Mehr als ein paar Effekte bieten die Akteure auf der Bühne. Allen voran Olesya Golovneva, die als Donna Anna für wahre Entzückung sorgt. Glasklar formuliert sie noch in der Höhe, scheinbar, ohne ihre Grenzen überhaupt erreichen zu müssen. Nichts hat sie von ihrer Natürlichkeit eingebüßt. Feengleich ihre Erscheinung auf der Bühne. Formidable! Alma Sadé singt die Zerlina, als sei sie für sie geschrieben worden. Ihre Stimme wirkt im besten Sinne ein wenig gereifter, konturenreicher, was der Zerlina natürlich zu Gute kommt. Nataliya Kovalova konzentriert sich ganz auf das Spiel in freizügiger Korsettage. Laimonas Pautienius überzeugt in jeder Hinsicht als Don Giovanni. Was die Regie von ihm teilweise an sportlichen Zusatzleistungen verlangt, geht mit einer sauber gesungenen Rolle nicht mehr in Einklang. Wenn er die Golovneva durch die Luft wirbelt und dabei weitersingt, ist das schon eindrucksvoll. Ansonsten begeistert er durch ausdrucksstarkes, mimisches Spiel und differenzierten Gesang. Großartig auch, wie Adam Palka den Leporello gibt. Sein sicher noch nicht voll ausgereifter Bass bleibt klar und verständlich, und so verleiht er dem Diener nicht nur sängerisch die nötige Tiefe, Verzweiflung und Ernsthaftigkeit. Tenor Corby Welch, als Don Ottavio zunächst ein wenig unscheinbar, was durchaus an der Rolle liegen mag, begeistert das Publikum mit seiner Arie. Die Rolle des Masetto wird bei Gruber sehr viel stärker in den Vordergrund gerückt. Da fehlt es Torben Jürgens noch ein wenig an Bühnenpräsenz. Was aber der gesanglichen Qualität seines jugendlichen Bass-Baritons nichts nimmt. Roman Polisadov kann durch seinen zweiten Auftritt als Commendatore gesanglich beeindrucken.

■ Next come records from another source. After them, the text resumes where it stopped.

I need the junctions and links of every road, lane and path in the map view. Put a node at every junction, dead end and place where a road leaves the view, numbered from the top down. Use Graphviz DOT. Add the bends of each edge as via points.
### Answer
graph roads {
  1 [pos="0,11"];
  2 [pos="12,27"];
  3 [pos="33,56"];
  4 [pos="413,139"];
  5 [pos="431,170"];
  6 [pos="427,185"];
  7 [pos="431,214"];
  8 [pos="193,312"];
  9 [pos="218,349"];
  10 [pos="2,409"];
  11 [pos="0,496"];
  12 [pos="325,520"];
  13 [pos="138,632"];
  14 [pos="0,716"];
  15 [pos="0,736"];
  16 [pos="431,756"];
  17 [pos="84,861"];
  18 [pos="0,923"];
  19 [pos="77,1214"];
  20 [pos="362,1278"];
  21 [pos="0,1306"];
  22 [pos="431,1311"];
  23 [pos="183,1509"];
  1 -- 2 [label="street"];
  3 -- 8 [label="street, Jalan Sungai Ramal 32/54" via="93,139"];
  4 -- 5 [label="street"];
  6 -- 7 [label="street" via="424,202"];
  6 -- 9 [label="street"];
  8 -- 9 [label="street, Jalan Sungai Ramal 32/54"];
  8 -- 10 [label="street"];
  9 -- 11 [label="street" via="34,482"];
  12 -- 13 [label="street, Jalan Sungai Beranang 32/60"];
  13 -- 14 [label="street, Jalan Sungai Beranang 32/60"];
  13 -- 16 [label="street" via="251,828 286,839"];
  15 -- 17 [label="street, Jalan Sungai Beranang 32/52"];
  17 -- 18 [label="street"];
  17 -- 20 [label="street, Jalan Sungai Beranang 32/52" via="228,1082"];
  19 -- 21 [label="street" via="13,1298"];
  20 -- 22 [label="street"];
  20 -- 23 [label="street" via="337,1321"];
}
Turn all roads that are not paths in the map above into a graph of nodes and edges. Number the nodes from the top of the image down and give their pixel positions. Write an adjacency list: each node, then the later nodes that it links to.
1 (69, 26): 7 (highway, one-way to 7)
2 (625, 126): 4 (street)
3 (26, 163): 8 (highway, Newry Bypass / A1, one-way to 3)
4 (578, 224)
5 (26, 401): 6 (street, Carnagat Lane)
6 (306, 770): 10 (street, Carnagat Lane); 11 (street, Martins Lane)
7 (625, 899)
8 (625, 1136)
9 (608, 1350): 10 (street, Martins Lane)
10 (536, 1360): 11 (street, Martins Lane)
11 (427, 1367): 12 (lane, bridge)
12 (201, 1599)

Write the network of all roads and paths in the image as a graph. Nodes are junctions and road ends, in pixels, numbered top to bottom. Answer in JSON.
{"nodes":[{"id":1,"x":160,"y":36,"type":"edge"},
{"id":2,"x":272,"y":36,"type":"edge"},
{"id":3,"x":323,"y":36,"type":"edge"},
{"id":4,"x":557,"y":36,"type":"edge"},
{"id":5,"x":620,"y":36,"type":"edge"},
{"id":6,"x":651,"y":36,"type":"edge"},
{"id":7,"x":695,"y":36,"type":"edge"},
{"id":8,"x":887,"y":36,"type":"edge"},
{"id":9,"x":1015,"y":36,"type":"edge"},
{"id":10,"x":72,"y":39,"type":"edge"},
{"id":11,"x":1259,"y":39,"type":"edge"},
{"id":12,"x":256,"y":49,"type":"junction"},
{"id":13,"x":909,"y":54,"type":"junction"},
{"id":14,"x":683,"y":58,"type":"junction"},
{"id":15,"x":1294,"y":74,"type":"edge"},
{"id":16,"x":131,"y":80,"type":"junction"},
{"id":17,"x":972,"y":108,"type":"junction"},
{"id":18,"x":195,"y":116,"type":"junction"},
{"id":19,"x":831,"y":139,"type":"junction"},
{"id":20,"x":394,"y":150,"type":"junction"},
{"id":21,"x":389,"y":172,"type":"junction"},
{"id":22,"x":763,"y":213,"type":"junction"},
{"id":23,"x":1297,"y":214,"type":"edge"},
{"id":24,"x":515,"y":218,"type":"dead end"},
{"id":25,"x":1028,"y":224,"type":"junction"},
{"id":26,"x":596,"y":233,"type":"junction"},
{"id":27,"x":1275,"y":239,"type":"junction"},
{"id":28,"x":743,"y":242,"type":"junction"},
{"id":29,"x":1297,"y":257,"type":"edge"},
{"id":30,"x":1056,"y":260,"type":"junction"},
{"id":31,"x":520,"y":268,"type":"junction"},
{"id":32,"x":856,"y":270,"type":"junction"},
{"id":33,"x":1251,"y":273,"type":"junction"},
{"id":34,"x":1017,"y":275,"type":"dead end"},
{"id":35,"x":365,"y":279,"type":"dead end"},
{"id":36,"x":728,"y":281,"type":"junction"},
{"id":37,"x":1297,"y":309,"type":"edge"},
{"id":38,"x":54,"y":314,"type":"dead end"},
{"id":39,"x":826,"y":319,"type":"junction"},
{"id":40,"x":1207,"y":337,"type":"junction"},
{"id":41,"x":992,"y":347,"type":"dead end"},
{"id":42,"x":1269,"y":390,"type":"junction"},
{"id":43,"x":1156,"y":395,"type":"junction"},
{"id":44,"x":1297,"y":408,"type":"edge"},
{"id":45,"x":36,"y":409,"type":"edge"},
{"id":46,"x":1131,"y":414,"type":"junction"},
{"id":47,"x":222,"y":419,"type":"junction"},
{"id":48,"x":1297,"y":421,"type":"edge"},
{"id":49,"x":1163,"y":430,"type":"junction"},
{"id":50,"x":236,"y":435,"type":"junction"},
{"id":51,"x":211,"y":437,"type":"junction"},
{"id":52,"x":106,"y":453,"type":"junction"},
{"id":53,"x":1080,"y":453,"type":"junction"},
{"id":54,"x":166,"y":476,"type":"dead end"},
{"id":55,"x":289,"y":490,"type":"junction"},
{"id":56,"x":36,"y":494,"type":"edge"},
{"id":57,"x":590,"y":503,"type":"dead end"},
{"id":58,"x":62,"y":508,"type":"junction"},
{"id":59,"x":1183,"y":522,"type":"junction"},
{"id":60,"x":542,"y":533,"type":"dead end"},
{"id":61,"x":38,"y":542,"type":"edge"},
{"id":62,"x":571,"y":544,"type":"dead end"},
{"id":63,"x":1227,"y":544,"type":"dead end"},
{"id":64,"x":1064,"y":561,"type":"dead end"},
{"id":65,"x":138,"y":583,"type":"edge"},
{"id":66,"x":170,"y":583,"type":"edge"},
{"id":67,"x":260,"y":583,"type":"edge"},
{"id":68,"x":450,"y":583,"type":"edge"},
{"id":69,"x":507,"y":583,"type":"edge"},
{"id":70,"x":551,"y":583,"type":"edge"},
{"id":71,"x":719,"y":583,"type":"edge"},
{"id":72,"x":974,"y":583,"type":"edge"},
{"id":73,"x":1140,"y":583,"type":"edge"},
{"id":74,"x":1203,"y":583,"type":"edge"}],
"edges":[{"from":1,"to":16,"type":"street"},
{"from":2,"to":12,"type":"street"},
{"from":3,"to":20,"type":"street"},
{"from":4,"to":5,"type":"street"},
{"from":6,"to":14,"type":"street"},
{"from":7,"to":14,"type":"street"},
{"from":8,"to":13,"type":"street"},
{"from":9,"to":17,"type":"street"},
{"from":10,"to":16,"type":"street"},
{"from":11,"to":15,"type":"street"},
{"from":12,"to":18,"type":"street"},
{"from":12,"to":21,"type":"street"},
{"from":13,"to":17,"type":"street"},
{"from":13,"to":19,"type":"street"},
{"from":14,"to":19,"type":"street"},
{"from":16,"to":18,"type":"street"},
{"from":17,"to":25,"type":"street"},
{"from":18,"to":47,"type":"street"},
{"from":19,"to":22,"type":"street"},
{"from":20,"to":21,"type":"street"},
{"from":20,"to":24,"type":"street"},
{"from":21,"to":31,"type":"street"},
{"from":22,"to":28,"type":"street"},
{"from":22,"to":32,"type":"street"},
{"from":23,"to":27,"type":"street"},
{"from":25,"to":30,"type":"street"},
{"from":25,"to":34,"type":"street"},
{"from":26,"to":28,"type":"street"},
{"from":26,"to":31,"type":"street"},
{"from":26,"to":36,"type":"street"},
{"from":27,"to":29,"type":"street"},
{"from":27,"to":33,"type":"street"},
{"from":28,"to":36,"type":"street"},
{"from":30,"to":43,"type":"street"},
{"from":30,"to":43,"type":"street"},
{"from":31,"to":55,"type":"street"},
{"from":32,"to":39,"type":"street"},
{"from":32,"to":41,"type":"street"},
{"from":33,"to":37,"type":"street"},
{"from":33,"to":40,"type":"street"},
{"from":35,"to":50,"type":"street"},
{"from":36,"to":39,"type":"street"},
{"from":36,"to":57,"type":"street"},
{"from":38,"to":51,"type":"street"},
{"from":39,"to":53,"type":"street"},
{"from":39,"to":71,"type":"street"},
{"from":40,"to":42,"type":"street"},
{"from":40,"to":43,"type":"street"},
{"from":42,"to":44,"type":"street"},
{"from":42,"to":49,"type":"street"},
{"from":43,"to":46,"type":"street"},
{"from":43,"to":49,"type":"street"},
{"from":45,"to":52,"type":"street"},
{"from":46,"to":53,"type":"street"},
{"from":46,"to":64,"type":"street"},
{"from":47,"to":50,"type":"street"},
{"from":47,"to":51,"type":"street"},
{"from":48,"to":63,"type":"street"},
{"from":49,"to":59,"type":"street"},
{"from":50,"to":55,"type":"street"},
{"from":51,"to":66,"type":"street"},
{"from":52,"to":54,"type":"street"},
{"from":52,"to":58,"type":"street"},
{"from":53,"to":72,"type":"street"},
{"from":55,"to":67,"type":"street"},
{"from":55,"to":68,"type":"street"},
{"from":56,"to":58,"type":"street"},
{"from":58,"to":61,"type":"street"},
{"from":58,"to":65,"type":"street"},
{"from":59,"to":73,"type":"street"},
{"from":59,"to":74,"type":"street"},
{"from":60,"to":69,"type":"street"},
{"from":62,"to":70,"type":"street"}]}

Ein Teil des Chors der Deutschen Oper am Rhein singt präzise in der Einstudierung von Gerhard Michalski, ist aber eigentlich mehr mit spielerischen Aufgaben betraut, die er auch überzeugend löst.

In gewohnter Güte spielen die Duisburger Philharmoniker auf, zusätzlich motiviert durch überwiegend kleine, aber akkurate Vorgaben von Friedemann Layer, souveränem Altmeister des Dirigierens, der niemanden außer Acht lässt und so dem Stück die Brillanz verleiht, die es verdient.

Das Publikum goutiert die sängerischen Leistungen mit Arienapplaus, verfolgt halbwegs konzentriert das Geschehen auf der Bühne und ist vor allem zahlreich erschienen. Das ist bemerkenswert, weil zur gleichen Zeit in der Fußball-Europameisterschaft die deutsche Nationalmannschaft aufspielt. Der Schlussbeifall ist herzlich, vereinzelt sind bravi zu hören, hier und da auch stehende Ovationen zu verzeichnen. Nachdem schon beim Verlassen des Hauses kolportiert wird, dass die deutsche Nationalmannschaft überragend gewonnen hat, kann der Abend versöhnlich enden.